Identification of Human Macrophage Inflammatory Proteins 1α and 1β as a Native Secreted Heterodimer

Abstract

Chemokines are secreted proteins that function as chemoattractants for leukocytes. The chemokines macrophage inflammatory protein 1α and 1β (MIP-1α and MIP-1β) now have been shown to be secreted from activated human monocytes and peripheral blood lymphocytes (PBLs) as a heterodimer. Immunoprecipitation and immunoblot analysis revealed that antibodies to either MIP-1α or MIP-1β precipitated a protein complex containing both MIP-1α and MIP-1β under normal conditions from culture supernatants and lysates of these cells. Mass spectrometry of the complexes, precipitated from the culture supernatants of monocytes and PBLs, revealed the presence of NH2-terminal truncated MIP-1α (residues 5-70) together with either intact MIP-1β or NH 2-terminal truncated MIP-1β (residues 3-69), respectively. The secreted MIP-1α/β heterodimers were dissociated into their component monomers under acidic conditions. Exposure of monocytes or PBLs to monensin induced the accumulation of heterodimers composed of NH2-terminal truncated MIP-1α and full-length MIP-1β in the Golgi complex.

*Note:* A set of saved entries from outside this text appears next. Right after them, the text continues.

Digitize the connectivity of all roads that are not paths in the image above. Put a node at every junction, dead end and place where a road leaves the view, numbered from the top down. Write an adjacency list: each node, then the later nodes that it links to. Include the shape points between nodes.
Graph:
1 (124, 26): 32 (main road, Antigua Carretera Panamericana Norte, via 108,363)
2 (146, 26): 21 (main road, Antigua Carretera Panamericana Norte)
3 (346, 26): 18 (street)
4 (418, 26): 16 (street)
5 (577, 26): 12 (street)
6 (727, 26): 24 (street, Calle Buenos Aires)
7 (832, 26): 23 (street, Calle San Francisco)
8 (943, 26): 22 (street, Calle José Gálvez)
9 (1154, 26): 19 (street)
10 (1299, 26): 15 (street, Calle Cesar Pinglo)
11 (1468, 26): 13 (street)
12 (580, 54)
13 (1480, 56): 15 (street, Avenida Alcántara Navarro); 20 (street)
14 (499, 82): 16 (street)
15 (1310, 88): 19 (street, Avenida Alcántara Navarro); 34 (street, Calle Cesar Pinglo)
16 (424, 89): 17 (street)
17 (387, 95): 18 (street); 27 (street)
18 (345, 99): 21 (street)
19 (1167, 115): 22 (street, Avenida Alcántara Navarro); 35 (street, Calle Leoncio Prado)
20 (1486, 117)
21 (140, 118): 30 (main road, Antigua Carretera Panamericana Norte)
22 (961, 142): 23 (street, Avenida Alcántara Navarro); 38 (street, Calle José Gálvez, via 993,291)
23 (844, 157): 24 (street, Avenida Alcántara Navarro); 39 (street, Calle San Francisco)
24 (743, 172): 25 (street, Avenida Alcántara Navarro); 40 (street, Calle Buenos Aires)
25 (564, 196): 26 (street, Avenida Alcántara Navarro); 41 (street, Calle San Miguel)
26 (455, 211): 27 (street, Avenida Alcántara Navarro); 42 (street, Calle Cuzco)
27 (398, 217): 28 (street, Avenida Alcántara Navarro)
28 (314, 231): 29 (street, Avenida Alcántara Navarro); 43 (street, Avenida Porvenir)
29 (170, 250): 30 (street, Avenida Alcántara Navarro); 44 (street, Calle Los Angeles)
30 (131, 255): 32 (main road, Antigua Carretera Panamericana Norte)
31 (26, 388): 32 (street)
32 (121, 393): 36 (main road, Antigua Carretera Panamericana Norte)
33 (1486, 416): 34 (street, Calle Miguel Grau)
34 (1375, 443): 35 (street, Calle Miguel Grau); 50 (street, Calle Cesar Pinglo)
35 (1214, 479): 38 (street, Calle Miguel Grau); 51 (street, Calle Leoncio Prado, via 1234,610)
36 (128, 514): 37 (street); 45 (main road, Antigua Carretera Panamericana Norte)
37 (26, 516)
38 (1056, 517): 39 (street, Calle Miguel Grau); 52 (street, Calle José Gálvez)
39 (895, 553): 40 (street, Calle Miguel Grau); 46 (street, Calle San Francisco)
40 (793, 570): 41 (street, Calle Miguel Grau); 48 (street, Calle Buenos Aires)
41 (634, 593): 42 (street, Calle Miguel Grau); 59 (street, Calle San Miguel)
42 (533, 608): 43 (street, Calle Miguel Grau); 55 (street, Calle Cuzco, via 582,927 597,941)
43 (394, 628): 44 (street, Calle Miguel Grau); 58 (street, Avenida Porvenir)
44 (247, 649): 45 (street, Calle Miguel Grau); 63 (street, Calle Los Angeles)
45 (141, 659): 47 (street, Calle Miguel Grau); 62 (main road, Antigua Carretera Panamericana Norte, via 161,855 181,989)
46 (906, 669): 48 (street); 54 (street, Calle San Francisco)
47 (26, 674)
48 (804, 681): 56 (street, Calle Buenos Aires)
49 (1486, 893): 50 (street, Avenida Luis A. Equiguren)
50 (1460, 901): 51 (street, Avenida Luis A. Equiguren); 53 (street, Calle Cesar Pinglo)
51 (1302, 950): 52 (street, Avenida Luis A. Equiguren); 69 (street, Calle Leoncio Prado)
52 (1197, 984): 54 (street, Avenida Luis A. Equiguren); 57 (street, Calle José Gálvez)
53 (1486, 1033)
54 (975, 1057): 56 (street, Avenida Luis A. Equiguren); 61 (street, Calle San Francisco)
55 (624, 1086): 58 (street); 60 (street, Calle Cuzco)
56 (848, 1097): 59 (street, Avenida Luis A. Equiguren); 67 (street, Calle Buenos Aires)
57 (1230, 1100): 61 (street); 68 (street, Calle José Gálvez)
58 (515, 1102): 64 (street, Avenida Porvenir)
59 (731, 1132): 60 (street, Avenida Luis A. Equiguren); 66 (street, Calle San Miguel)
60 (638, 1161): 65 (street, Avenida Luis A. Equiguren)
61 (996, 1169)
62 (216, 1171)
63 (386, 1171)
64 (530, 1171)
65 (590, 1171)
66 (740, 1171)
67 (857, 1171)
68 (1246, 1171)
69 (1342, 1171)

The mixing of recombinant chemokines in vitro demonstrated that heterodimerization of MIP-1α and MIP-1β is specific and that it occurs at physiological conditions, pH 7.4, and in the range of nanomolar concentrations. The data presented here provide the first biochemical evidence for the existence of chemokine heterodimers under natural conditions. Formation of heterodimers of MIP-α/β may have an impact on intracellular signaling events that contribute to CCR5 and possibly to other chemokine receptor functions.